Democrats took control of Congress in 2006 and the White House in 2008 in part because they wrested Catholics and some white Protestants from Republicans’ tight grip. Gains among those voters helped elect Democrats in rural and suburban areas that had long been GOP strongholds.

But in 2010, progressive leaders say, Democrats largely retreated to the same-old wonky language to explain their policies, and same-old political strategies to drum up voters — with predictable results.

“One of the ironies is that we had huge success with (faith outreach),” said Eric Sapp, a partner at Eleison Group, a consulting firm that worked on religious outreach for dozens of Democratic campaigns in 2006 and 2008 — but none this year.
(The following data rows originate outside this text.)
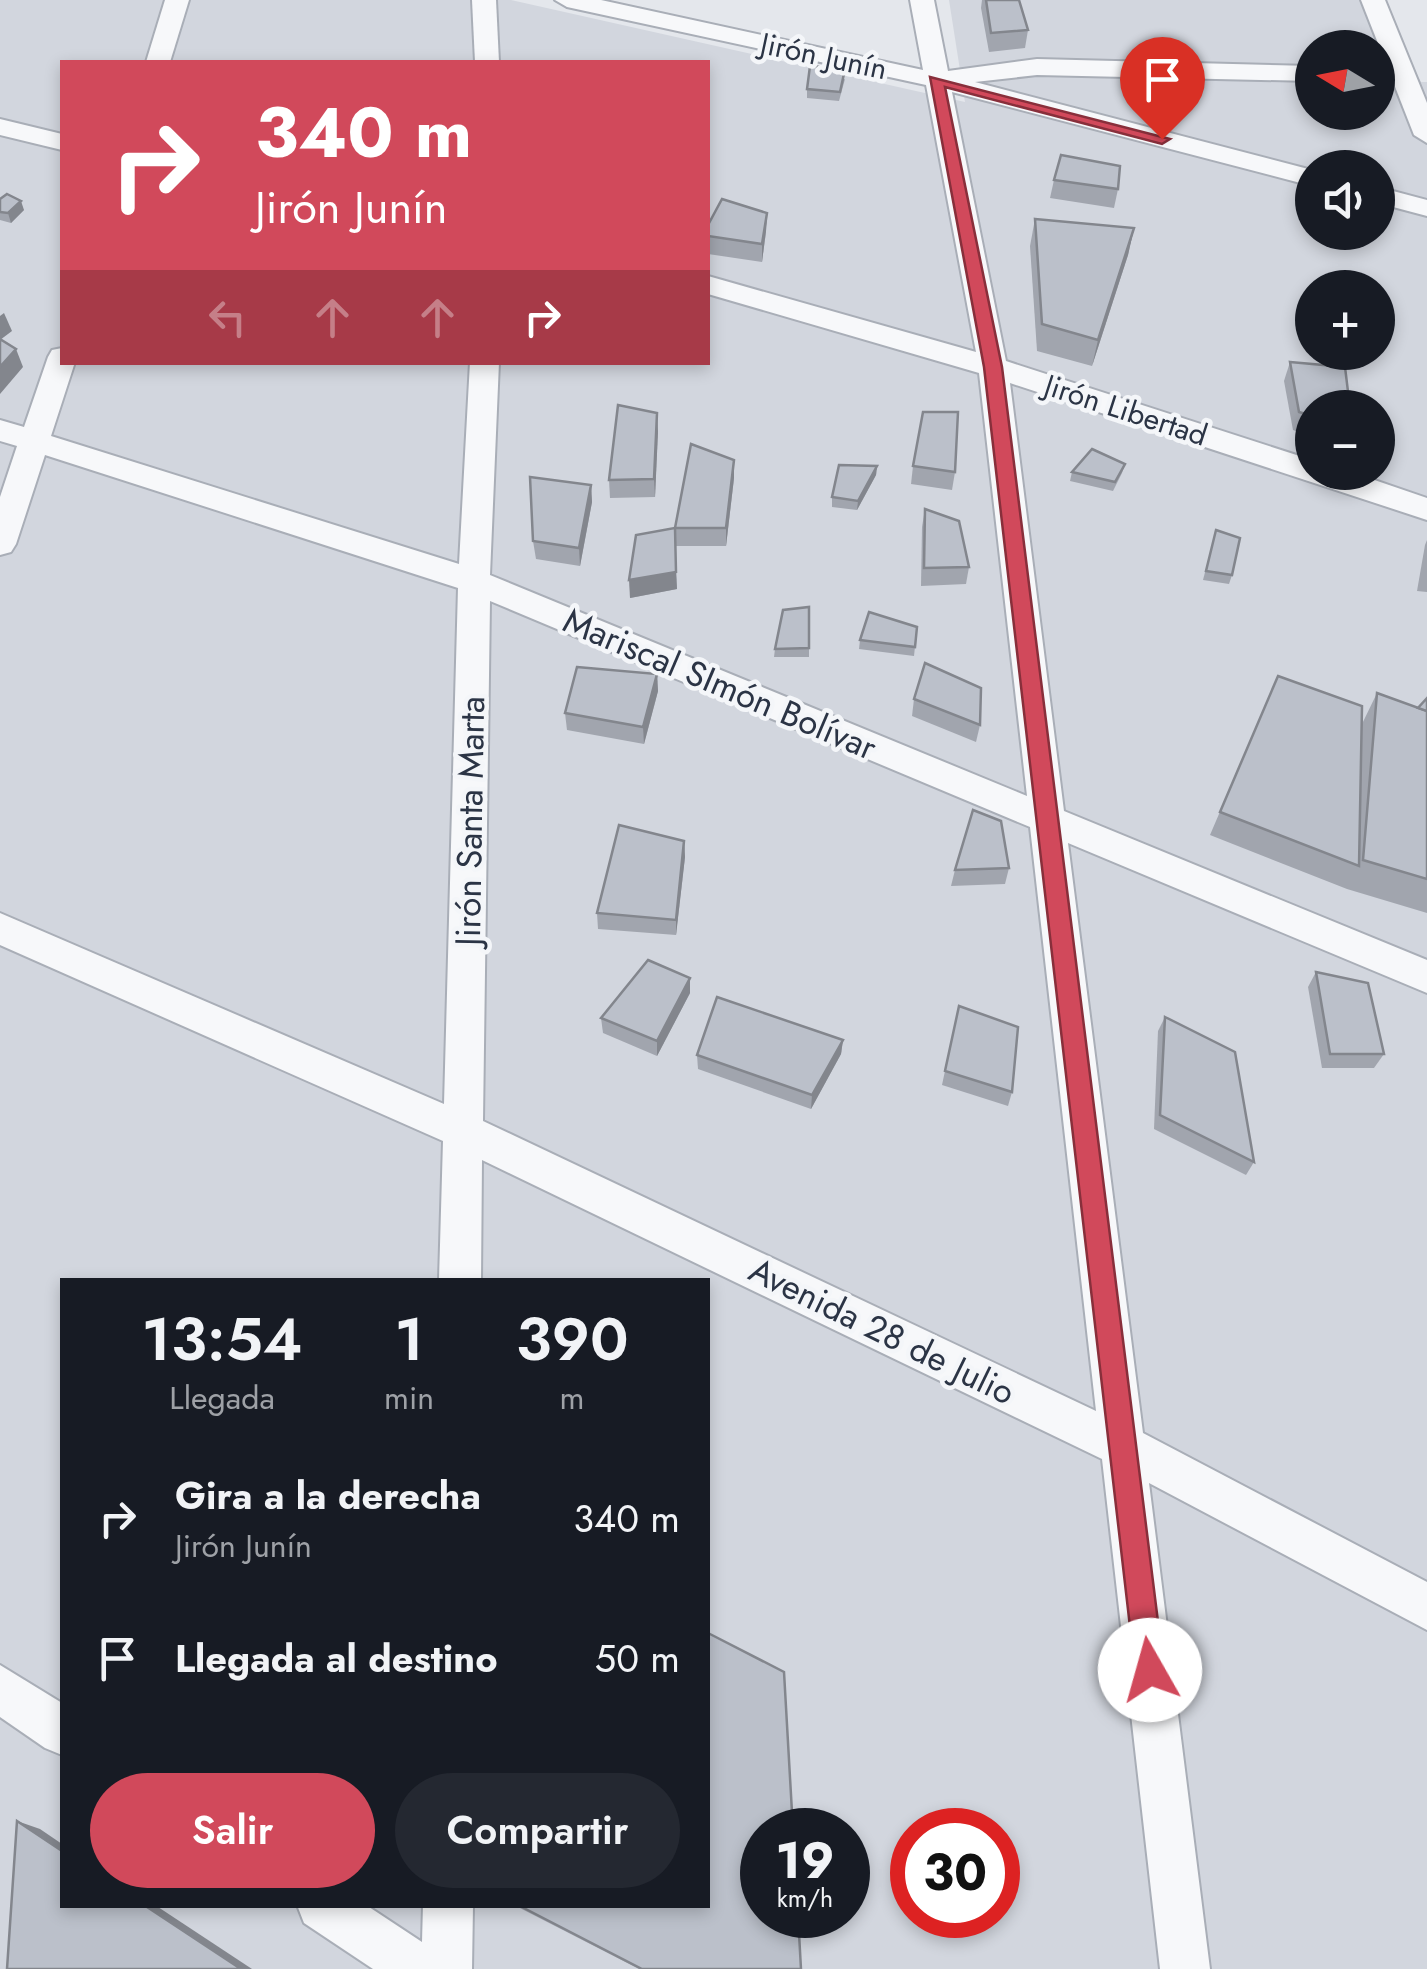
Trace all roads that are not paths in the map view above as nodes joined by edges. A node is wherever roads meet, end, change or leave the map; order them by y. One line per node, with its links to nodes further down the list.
1 (177, 0): 6 (street)
2 (484, 0): 7 (street)
3 (566, 0): 10 (street, Jirón Junín)
4 (922, 0): 10 (street)
5 (1373, 0): 9 (street)
6 (159, 60)
7 (487, 60)
8 (1295, 73): 10 (street)
9 (1416, 76): 12 (street)
10 (936, 80): 14 (street, Jirón Junín); 20 (street)
11 (0, 127): 13 (street)
12 (1427, 134)
13 (60, 142)
14 (1295, 174)
15 (1395, 200): 16 (street)
16 (1427, 208)
17 (710, 286): 20 (street, Jirón Libertad)
18 (60, 363): 22 (street)
19 (486, 365): 27 (street, Jirón Santa Marta)
20 (993, 367): 23 (street, Jirón Libertad); 28 (street)
21 (0, 430): 22 (street, Mariscal SImón Bolívar)
22 (35, 440): 26 (street); 27 (street, Mariscal SImón Bolívar)
23 (1295, 466)
24 (1369, 490): 25 (street, Jirón Libertad)
25 (1427, 509)
26 (0, 544)
27 (474, 581): 28 (street, Mariscal SImón Bolívar); 31 (street, Jirón Santa Marta)
28 (1048, 822): 30 (street, Mariscal SImón Bolívar); 33 (street)
29 (0, 928): 31 (street, Avenida 28 de Julio)
30 (1427, 976)
31 (464, 1130): 32 (street, Jirón Santa Marta); 33 (street, Avenida 28 de Julio)
32 (460, 1278)
33 (1122, 1446): 34 (street, Avenida 28 de Julio); 41 (street)
34 (1427, 1606)
35 (0, 1688): 36 (street)
36 (60, 1729)
37 (326, 1908): 39 (street)
38 (448, 1908): 40 (street)
39 (417, 1969)
40 (447, 1969)
41 (1185, 1969)

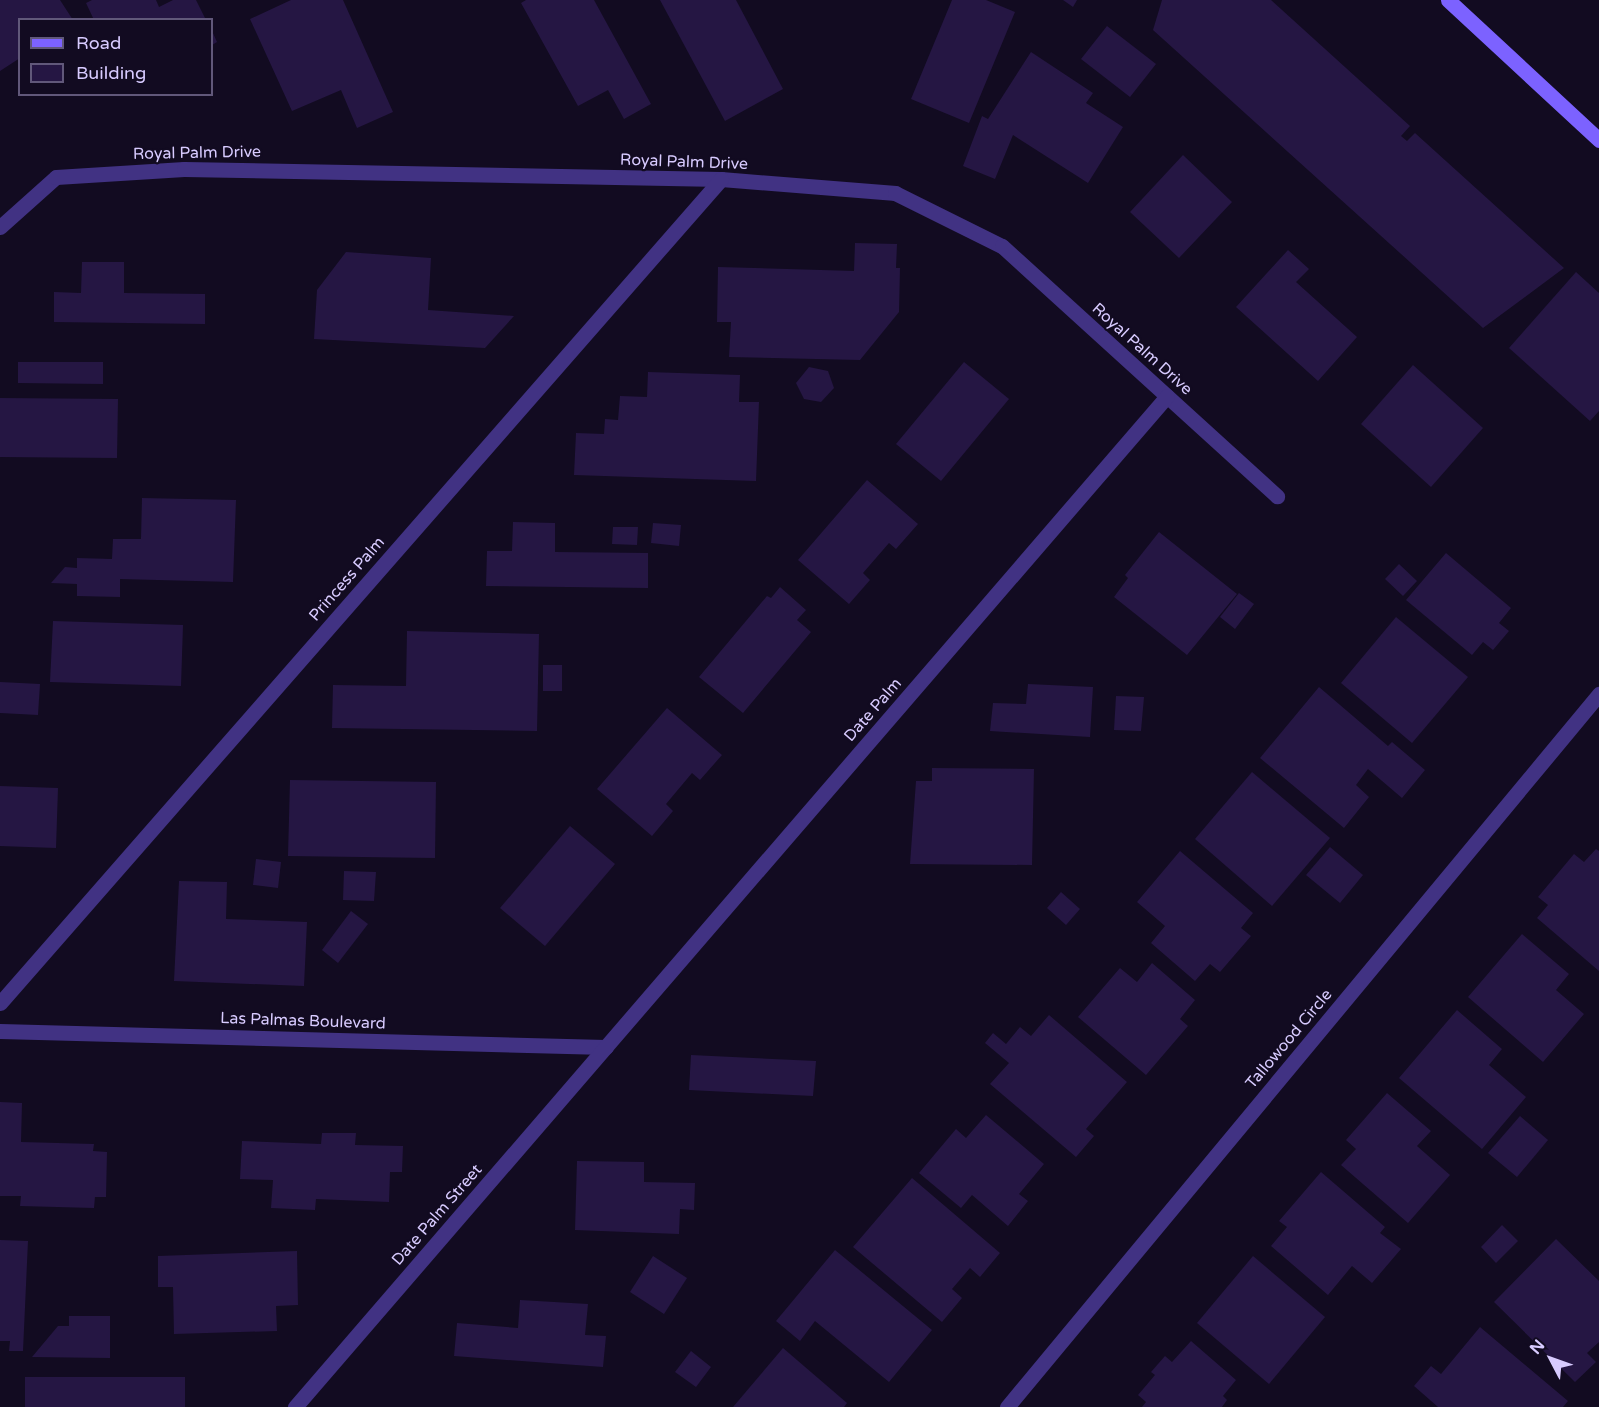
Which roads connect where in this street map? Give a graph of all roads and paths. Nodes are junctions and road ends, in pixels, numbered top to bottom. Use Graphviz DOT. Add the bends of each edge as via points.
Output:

“It’s part of why we are in power. It’s been rough to see us go back to that pre-2004 strategy that had kept us in the minority.”

Democrats, at least in the House, will again be in the minority, and their party’s hard-won gains among religious voters are largely gone. Sixty percent of weekly churchgoers voted for House GOP candidates on Tuesday, according to exit polls. Nearly seven in 10 white Protestants punched their ballot for the GOP, a six-percent surge from 2008, and up eight points from 2006.

Catholics swung even harder toward the GOP, according to the exit polls, with 54 percent voting for House Republicans, compared to 42 percent in 2008, and 44 percent in 2006. Catholics and Protestants combined to make up nearly 80 percent of the electorate on Tuesday.

Lackluster commitment from party leaders, a failure to connect their policies with moral values, and the dire economy all explain Democrats’ lack of success with religious voters, according to politicos and faith leaders.

“The God gap doesn’t explain these election results,” said Mike McCurry, a White House press secretary under Bill Clinton who has encouraged Democrats’ faith-based outreach. “It was driven by real anxiety people feel about the economy and their future — but there are moral and ethical components to that, too.”